▶ [WHAT TO PRODUCE] Run through the records and show each line that includes the string "Reid".
━━━━━ PROVIDED INFORMATION ━━━━━
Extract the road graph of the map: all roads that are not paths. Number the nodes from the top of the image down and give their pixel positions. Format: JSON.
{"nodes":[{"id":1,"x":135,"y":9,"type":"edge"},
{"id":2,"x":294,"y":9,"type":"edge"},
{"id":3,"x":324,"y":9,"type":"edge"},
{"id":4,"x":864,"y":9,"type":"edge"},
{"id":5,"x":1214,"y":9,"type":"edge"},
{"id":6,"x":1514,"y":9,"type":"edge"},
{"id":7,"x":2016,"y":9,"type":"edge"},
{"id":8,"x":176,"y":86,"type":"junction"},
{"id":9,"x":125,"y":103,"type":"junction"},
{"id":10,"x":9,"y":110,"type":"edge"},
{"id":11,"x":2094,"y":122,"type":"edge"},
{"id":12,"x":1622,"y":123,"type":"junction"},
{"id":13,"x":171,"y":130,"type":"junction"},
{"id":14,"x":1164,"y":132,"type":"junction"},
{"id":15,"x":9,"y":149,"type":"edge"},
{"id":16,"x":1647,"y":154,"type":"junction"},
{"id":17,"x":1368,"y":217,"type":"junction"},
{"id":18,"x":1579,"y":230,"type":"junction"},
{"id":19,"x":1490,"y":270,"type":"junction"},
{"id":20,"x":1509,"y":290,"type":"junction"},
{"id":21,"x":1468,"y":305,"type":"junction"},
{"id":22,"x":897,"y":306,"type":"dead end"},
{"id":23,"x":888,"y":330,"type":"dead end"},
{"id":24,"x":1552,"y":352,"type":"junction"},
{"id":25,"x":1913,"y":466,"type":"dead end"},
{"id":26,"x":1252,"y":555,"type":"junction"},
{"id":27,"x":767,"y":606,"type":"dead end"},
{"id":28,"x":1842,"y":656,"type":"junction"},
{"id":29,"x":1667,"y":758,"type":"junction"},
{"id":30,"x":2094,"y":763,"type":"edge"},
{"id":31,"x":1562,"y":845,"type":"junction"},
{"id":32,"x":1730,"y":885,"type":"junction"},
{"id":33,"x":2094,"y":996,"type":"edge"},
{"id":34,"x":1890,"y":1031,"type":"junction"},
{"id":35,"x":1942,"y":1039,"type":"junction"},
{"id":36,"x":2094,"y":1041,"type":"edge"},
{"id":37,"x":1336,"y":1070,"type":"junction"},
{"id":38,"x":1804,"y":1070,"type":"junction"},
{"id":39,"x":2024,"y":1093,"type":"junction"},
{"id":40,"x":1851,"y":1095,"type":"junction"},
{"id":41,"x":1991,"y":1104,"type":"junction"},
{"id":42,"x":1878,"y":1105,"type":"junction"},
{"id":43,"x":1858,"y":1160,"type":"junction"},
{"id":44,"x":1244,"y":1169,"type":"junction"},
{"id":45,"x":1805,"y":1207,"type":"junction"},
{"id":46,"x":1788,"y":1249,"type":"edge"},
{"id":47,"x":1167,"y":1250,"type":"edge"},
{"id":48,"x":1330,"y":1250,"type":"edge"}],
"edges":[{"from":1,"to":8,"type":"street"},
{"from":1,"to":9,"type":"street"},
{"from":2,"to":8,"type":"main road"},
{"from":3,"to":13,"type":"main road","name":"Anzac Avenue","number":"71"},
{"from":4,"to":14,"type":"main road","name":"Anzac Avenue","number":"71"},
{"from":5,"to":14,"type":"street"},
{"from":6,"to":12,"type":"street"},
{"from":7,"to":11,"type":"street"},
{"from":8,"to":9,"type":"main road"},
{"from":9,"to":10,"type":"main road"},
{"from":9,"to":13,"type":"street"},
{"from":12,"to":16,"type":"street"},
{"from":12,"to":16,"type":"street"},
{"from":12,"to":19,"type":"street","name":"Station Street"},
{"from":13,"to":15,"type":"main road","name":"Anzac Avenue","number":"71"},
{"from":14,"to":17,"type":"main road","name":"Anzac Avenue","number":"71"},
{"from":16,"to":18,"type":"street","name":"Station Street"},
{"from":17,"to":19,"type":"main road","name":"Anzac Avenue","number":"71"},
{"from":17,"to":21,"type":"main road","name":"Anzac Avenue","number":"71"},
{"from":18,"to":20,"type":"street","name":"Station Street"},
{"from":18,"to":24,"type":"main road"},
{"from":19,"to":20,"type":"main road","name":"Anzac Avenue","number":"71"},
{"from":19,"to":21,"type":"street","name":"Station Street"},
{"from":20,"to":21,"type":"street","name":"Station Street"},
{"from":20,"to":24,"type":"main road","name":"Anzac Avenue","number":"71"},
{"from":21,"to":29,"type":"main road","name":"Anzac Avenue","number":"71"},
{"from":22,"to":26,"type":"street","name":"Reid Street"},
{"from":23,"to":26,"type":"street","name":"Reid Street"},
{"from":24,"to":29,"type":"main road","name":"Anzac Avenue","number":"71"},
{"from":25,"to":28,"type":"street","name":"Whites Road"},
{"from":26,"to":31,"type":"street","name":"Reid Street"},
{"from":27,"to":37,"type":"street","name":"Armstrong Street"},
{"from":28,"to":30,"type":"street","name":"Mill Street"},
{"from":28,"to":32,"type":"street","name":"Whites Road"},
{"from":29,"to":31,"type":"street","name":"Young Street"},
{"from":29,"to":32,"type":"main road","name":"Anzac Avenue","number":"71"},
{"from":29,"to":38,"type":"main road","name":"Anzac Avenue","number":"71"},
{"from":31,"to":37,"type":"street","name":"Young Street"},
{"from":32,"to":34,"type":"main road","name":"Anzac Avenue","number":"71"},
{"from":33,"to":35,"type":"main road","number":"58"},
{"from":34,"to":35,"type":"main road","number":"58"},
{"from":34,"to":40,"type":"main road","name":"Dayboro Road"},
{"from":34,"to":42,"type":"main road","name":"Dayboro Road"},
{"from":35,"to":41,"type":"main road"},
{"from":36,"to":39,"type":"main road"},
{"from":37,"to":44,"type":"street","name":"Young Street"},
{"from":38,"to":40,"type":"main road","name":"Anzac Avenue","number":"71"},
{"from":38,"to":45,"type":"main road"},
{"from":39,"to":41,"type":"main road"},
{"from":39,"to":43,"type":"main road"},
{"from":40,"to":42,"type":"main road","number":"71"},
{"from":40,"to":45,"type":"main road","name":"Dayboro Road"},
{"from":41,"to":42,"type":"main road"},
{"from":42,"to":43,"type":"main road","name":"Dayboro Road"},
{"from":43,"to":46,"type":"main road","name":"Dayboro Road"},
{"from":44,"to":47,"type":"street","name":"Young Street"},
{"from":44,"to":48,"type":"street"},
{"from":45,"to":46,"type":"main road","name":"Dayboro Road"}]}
━━━━━
▶ [EXERCISE RESPONSE]
{"from":22,"to":26,"type":"street","name":"Reid Street"},
{"from":23,"to":26,"type":"street","name":"Reid Street"},
{"from":26,"to":31,"type":"street","name":"Reid Street"},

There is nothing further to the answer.